*** Begin section ***

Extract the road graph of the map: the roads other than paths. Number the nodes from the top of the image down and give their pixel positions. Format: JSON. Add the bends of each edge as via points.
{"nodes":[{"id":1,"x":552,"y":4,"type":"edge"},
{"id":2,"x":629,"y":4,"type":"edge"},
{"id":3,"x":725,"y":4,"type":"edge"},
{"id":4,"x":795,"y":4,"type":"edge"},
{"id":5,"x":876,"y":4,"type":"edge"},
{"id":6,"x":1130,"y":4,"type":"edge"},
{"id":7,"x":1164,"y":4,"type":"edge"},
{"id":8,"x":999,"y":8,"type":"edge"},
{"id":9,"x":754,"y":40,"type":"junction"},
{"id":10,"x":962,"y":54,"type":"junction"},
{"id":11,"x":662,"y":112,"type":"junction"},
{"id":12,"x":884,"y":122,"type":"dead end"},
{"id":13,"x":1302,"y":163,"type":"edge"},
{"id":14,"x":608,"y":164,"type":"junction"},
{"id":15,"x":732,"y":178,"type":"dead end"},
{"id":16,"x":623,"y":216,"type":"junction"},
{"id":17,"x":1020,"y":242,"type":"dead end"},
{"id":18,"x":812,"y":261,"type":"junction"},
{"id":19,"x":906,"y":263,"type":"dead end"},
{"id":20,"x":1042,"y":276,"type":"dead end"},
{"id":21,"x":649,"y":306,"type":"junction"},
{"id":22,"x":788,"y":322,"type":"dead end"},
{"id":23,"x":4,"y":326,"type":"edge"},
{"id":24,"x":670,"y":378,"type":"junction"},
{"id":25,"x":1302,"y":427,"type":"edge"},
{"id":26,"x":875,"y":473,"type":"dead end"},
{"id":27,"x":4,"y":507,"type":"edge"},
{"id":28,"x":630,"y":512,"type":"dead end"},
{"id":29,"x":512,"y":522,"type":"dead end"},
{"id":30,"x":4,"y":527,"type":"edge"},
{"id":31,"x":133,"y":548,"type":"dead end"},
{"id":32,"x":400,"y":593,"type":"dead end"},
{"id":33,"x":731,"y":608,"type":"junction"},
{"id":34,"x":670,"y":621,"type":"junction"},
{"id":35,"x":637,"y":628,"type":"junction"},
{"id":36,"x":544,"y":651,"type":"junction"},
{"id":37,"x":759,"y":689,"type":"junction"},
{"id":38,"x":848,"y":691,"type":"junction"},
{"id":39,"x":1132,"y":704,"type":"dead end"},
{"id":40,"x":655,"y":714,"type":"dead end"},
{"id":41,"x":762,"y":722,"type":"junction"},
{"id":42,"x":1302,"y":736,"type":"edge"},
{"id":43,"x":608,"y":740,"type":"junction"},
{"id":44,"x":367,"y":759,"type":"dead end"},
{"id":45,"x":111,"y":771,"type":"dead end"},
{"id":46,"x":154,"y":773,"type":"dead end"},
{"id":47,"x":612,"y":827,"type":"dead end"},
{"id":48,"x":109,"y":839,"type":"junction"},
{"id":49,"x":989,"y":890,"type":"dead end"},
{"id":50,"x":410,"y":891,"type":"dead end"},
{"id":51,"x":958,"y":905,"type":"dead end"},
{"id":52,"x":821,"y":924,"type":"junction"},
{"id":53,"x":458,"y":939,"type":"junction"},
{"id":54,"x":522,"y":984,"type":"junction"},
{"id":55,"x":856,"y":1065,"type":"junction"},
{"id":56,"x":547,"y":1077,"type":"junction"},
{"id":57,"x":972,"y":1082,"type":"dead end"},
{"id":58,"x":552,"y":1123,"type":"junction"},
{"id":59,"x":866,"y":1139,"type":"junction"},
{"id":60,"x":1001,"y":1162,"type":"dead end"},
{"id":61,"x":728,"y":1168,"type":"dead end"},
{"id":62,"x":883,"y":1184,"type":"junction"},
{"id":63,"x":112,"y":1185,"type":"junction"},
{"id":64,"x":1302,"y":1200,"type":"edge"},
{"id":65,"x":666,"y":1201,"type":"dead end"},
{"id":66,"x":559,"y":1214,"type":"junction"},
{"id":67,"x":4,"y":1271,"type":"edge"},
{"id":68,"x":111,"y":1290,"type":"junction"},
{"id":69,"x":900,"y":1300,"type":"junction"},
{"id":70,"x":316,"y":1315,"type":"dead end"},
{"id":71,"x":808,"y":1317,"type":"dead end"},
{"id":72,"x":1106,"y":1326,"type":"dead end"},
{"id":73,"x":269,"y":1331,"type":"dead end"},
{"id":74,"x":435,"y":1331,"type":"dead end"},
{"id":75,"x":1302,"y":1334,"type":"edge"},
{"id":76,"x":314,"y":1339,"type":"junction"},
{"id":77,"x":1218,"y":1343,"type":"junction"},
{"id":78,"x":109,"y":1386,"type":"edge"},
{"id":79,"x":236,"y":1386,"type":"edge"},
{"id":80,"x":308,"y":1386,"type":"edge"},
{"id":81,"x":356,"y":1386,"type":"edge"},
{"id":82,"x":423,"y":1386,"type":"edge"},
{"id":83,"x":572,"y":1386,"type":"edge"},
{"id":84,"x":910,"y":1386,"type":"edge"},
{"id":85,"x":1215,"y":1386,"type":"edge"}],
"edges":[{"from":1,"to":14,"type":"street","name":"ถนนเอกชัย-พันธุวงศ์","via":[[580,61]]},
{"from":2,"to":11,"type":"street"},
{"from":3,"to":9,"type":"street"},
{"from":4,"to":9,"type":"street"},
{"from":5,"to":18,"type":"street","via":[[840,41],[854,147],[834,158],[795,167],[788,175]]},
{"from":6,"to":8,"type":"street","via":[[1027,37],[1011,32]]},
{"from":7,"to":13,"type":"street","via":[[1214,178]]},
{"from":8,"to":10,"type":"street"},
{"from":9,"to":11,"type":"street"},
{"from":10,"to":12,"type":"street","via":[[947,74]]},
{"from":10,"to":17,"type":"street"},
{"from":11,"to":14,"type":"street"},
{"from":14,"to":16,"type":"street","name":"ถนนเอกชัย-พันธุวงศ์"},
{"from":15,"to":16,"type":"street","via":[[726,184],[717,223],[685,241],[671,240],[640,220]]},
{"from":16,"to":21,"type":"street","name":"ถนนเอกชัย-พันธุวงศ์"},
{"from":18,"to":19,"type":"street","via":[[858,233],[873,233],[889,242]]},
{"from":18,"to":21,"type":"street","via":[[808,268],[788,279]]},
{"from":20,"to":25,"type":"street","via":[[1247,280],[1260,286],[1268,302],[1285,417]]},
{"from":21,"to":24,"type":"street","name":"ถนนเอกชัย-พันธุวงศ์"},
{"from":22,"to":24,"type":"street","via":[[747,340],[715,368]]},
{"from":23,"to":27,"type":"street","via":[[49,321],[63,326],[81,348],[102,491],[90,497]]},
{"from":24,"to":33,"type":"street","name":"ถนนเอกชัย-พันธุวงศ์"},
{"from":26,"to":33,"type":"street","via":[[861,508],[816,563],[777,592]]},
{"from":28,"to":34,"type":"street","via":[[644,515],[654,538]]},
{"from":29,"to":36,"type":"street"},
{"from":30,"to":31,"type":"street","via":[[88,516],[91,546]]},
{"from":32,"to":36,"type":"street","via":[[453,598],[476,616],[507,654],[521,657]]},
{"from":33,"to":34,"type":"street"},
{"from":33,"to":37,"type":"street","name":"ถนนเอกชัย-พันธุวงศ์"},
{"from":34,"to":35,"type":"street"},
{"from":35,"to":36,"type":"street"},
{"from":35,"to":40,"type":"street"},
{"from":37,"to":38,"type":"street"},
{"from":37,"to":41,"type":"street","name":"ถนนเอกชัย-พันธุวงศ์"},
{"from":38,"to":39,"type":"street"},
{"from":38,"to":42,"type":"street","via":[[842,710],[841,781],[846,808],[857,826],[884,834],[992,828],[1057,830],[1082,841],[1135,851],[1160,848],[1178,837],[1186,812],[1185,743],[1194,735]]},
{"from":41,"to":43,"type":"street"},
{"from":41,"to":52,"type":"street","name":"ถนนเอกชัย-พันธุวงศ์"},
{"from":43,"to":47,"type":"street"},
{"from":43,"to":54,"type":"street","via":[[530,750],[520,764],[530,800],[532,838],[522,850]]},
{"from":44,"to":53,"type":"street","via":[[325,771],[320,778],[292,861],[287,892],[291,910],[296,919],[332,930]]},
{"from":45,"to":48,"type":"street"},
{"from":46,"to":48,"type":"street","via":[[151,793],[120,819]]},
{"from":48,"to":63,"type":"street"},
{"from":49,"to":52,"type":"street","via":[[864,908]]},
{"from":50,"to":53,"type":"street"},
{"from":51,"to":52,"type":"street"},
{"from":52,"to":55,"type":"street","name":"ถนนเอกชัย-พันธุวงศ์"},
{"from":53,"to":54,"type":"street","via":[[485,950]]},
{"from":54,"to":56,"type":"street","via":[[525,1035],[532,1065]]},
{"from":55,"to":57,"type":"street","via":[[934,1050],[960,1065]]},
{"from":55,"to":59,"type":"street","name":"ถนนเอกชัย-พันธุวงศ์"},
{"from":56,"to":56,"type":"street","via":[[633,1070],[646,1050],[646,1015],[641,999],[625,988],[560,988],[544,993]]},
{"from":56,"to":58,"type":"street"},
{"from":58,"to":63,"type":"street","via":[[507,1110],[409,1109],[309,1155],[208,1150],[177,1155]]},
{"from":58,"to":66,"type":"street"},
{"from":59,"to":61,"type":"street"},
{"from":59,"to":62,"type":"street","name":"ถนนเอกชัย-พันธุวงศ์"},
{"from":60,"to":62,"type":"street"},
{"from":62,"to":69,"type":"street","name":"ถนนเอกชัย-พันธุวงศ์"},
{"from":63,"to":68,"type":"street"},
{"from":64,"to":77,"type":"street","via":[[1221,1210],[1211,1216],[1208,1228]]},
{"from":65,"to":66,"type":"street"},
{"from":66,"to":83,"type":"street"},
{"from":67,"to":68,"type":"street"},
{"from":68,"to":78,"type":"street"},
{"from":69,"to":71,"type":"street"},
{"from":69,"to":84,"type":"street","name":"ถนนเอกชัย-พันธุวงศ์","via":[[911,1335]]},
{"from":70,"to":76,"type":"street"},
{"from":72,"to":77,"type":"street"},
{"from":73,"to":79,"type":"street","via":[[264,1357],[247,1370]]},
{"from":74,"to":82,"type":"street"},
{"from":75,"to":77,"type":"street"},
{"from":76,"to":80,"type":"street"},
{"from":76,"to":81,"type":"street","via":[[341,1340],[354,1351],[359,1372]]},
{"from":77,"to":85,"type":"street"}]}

*** End section ***

Count, in the data above, the lines that hold "nodes". Return only that count.

__Response to the exercise__. 2